» **REQUIREMENT**: Report each line from the entries in which "Toril" can be found.

Stored data entries:
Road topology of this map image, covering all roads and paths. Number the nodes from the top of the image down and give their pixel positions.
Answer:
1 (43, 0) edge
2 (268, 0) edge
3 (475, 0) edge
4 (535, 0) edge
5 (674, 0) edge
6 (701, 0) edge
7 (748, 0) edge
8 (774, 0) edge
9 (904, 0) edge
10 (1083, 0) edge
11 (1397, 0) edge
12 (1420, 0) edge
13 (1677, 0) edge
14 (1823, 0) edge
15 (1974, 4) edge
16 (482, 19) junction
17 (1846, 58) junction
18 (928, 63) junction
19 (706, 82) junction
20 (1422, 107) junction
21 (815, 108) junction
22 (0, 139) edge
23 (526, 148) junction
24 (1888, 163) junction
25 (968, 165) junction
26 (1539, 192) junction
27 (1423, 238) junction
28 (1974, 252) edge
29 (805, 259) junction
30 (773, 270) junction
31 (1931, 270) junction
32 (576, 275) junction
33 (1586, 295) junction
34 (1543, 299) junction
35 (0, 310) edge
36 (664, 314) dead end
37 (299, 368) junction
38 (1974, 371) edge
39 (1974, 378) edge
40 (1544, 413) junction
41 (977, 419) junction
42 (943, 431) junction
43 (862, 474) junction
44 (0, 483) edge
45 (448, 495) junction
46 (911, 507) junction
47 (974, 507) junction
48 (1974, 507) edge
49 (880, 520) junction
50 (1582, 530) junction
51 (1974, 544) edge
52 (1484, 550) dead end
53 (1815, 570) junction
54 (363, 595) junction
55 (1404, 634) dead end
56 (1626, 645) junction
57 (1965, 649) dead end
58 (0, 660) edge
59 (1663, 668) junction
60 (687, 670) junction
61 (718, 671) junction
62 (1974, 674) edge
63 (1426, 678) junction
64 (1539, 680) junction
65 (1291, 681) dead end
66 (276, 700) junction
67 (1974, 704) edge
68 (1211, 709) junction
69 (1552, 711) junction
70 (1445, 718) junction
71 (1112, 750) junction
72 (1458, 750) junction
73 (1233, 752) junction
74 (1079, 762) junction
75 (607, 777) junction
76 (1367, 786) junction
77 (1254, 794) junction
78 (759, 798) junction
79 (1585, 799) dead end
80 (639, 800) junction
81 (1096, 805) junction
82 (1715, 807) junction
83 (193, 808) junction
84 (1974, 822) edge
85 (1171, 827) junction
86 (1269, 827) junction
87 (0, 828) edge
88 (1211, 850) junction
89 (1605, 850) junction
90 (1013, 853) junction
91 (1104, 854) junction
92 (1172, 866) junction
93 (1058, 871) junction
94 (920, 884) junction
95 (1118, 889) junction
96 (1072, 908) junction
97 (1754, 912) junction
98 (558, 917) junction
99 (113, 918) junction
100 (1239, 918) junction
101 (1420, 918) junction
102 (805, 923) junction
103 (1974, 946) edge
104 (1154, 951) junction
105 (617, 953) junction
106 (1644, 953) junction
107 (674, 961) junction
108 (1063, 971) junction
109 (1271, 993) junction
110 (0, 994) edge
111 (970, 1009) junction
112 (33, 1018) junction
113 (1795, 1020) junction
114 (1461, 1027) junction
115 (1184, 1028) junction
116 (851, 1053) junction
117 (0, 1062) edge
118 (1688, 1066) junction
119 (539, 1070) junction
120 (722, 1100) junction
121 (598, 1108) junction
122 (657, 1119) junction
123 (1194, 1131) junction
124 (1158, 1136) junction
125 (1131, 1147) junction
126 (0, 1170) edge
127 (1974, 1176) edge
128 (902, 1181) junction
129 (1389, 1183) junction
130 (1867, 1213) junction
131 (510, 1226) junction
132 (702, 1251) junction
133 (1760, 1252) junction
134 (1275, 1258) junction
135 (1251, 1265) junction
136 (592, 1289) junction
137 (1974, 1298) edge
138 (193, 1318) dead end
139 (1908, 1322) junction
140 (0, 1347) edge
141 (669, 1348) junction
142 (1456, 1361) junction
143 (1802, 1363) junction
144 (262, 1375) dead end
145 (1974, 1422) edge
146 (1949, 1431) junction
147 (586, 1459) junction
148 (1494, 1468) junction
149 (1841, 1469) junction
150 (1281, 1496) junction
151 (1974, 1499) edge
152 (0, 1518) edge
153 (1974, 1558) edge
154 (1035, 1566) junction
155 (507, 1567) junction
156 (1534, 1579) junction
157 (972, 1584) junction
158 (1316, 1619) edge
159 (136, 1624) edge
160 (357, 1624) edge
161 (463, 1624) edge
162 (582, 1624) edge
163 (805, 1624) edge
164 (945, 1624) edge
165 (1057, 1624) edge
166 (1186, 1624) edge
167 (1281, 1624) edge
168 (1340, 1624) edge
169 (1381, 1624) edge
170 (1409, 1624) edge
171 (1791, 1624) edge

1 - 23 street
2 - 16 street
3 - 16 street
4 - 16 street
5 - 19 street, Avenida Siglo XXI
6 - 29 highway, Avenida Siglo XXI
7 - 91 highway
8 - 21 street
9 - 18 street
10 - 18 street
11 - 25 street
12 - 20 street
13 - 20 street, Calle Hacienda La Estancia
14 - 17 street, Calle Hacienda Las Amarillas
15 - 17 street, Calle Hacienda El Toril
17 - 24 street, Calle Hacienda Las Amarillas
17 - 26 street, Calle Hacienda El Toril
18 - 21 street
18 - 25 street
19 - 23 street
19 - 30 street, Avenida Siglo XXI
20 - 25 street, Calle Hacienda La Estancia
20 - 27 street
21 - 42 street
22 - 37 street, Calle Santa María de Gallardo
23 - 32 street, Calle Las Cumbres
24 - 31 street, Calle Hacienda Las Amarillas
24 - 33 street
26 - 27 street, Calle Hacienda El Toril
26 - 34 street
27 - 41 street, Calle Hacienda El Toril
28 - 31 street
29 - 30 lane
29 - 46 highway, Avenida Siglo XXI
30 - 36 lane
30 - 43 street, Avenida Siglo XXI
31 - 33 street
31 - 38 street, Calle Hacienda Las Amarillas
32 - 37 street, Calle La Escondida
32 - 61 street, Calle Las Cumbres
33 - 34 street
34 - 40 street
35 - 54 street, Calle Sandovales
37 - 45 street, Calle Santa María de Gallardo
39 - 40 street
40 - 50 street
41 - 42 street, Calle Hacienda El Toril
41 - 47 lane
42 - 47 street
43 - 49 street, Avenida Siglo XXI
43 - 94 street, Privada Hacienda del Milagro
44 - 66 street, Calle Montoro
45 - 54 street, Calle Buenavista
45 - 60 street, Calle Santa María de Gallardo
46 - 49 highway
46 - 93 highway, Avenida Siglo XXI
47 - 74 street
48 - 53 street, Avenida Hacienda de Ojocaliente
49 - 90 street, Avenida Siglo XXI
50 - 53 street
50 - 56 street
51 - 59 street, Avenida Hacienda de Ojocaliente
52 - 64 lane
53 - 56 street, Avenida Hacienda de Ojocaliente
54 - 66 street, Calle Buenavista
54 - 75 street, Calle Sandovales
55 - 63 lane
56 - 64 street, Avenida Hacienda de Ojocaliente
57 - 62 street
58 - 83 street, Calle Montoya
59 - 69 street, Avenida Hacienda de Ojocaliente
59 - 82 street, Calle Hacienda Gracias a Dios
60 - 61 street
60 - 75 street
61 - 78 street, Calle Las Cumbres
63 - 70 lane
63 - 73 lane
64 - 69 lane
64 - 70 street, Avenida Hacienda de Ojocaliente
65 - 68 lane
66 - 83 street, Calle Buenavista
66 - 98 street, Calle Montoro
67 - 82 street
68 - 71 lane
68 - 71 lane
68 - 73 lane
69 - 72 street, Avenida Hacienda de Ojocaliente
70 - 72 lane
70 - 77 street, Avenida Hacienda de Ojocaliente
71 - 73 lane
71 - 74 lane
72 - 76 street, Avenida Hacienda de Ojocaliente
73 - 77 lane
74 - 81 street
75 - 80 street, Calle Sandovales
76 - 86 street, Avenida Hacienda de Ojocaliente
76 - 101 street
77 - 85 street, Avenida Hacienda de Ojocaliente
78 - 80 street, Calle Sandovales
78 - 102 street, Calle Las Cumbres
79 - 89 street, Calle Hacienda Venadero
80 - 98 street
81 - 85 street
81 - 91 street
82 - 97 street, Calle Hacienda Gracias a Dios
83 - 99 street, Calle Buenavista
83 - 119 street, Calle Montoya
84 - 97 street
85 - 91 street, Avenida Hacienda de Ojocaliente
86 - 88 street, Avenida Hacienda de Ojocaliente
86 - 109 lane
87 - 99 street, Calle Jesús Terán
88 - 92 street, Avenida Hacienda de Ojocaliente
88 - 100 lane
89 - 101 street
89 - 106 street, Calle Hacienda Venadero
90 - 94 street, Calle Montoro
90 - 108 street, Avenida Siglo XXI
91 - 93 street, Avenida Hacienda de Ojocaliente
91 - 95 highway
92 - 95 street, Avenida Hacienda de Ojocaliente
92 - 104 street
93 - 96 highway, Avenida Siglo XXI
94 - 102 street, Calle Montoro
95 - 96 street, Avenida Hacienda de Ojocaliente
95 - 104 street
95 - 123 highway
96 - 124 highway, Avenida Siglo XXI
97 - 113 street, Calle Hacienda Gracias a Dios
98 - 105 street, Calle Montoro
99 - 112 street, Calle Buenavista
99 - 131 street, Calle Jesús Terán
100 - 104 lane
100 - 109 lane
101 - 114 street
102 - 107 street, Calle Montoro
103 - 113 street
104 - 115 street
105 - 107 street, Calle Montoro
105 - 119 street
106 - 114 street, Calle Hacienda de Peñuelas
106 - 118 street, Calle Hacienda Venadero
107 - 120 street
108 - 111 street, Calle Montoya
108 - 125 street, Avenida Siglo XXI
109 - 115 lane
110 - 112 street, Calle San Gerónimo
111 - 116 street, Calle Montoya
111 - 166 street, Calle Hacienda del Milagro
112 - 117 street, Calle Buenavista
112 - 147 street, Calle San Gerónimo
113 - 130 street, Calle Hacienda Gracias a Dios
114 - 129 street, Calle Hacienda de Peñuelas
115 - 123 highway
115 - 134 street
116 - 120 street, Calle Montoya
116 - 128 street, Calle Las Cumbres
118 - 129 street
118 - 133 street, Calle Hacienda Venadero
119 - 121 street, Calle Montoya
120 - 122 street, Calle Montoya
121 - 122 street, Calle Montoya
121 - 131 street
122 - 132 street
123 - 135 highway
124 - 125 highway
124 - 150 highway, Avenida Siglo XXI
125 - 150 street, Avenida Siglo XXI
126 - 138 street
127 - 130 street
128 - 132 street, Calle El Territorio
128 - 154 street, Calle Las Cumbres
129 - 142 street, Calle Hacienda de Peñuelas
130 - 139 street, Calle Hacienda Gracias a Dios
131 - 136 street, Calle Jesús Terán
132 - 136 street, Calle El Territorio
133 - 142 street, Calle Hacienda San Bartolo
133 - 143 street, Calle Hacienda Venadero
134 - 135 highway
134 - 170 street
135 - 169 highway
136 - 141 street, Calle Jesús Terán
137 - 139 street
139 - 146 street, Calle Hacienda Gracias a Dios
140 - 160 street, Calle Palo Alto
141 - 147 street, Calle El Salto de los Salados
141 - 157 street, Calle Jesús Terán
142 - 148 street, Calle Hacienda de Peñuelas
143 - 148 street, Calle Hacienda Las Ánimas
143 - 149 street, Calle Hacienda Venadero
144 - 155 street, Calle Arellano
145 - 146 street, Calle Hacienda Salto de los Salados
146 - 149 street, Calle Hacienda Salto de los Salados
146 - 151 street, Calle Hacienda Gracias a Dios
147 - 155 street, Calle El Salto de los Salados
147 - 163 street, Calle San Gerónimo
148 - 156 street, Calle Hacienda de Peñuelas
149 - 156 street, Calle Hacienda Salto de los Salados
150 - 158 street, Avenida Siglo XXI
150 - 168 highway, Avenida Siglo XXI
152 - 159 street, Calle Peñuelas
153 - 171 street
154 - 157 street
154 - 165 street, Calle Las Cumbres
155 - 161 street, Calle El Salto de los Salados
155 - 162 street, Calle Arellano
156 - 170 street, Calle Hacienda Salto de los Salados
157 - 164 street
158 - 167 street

» **TASK RESULT**:
15 - 17 street, Calle Hacienda El Toril
17 - 26 street, Calle Hacienda El Toril
26 - 27 street, Calle Hacienda El Toril
27 - 41 street, Calle Hacienda El Toril
41 - 42 street, Calle Hacienda El Toril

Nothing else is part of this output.